In Gregory Scott Katsoulis's All Rights Reserved, we get all the traditional trappings of a first-rate YA dystopia: grotesque wealth disparity leading to a modern caste system, draconian surveillance to effect social control in an inherently unstable state, ad-driven ubiquitous entertainment as the only distraction from environmental collapse -- but with an important difference.

In Katsoulis's world, the super-rich have legitimized their wealth and power — and the indentured slavery of nearly everyone else — by claiming ownership over every expressive word that can be spoken and gesture that can be made. From the age of 15, every citizen must wear an arm-cuff (which can't be removed) that monitors all speech and gestures, from your own name to a kiss or a hug — and bills you according to a floating market for all forms of expression, complete with surge pricing.

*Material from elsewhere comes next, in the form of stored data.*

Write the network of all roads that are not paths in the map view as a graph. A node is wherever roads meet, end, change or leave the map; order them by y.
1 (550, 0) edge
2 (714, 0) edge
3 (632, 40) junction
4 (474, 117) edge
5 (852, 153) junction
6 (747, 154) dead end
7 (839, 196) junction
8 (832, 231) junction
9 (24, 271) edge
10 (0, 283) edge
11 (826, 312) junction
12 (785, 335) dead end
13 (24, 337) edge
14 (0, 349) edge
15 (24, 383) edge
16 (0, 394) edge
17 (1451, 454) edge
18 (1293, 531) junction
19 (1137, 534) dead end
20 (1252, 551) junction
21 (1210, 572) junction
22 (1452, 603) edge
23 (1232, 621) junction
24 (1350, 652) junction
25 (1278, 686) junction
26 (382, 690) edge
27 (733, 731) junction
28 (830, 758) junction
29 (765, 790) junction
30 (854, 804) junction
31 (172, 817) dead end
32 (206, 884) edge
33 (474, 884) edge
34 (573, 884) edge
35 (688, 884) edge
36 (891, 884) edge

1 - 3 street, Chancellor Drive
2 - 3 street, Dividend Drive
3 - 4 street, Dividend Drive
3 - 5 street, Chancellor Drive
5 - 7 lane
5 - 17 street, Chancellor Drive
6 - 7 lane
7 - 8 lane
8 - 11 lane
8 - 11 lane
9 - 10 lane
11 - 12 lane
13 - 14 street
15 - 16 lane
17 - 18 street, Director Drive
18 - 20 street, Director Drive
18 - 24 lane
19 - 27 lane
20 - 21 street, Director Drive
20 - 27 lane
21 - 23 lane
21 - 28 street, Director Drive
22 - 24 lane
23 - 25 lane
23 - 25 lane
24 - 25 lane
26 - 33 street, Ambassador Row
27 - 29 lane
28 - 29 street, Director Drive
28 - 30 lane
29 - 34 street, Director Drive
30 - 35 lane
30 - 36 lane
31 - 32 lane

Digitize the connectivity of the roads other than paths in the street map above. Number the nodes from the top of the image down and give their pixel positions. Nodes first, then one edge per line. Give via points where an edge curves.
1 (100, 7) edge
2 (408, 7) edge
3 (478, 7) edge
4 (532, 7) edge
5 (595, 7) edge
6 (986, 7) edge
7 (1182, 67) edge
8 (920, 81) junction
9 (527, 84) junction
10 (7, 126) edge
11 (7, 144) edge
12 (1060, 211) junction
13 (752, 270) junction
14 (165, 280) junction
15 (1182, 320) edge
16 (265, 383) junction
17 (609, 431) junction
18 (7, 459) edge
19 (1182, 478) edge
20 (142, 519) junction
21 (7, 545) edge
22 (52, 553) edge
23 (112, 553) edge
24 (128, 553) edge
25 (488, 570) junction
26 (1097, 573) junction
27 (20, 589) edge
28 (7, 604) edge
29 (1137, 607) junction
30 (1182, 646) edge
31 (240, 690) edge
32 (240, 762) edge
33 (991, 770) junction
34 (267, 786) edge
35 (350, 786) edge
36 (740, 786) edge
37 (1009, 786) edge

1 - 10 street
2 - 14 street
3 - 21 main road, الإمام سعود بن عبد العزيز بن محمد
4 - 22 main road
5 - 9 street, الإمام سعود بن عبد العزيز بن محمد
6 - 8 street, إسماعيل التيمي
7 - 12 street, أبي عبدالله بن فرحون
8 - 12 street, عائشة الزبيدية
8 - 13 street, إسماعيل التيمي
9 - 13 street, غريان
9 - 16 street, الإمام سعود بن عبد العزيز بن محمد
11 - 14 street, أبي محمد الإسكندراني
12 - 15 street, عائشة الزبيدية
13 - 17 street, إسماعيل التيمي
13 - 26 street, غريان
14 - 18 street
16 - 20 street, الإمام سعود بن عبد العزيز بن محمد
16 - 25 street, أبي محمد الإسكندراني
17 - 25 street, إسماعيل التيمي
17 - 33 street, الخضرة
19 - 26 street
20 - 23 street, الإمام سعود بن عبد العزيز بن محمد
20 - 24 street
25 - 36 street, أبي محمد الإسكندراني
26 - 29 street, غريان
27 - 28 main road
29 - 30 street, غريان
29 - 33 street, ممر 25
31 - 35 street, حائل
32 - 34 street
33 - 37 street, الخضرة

It's the ultimate form of rentier capitalism, where the "economy" is treated as a good unto itself, and where helping the wealthy get wealthier is a civic duty. "Entrepreneurs" grab trademarks on any new combination of words they speculate might become valuable, while punishing poor people who try to save pennies on their speech by mining the words market for homonyms and slang terms they can substitute for premium speech.

Speth is about to turn 15 and get her cuff; all she needs to do is be Branded at her Last Day ceremony (a kind of Bat Mitzvah for entry into the world of exterminist rentier capitalism), where she will read a speech endorsing the products of the sponsors who have agreed to underwrite her existence in exchange for frequent buzz-marketing. She's being escorted to the park where her Last Day party will be held by her stern guardian, a court-appointed overseer who took over from Speth's parents when they were indentured to pay for a newly discovered illegal music download committed by a distant ancestor. Now her parents labor in the fields of Carolina, hand-pollinating food crops in place of the bees, who have all died out.

She's almost at the party when her ex-boyfriend appears. He's already 15, and his billed speech means that he's dug himself so deep in debt he's about to be indentured. After an anguished encounter with Speth on a bridge, he flings himself to his death in the ring-road below where the wealthy race their performance automobiles around the domed city's interior.

Shaken, Speth moves to give her Last Day speech, but she can't. Instead, she uses one of the only free, public domain gestures — zipping her lips shut and locking them closed, used by poor people to indicate to the aristocracy that they are too broke to speak, lest the aristos think them rude or disrespectful — and utters not a word.

This, it turns out, is a clever, never-seen loophole. Speth is under contract in which she has promised that her first communications after her fifteenth birthday will be an endorsement of her sponsors' products. But so long as she never says anything, she does not violate the contract and can't be sued into indenture.

Speth has become the first Silent.

Speth's refusal to speak or communicate in any way becomes a cause celebre and a source of immense frustration to the evil firm of all-powerful corporate lawyers who run her city, and they visit innumerable punishments upon her and her family to break her silence — for example, her sister, who resembles a popular movie star, is sued for infringing on the star's likeness and ordered never to leave their home (or to have her face mutilated) on pain of a lawsuit that will place her in indentured slavery.

This sets the scene for a really first-rate adventure story of plucky kids against evil grownups, poor versus rich, weak versus strong — the stuff of the most exciting YA novels.

The book has a great pace and plot, and Katsoulis has a sequel coming out in August called Access Restricted, which I'm reading and enjoying immensely.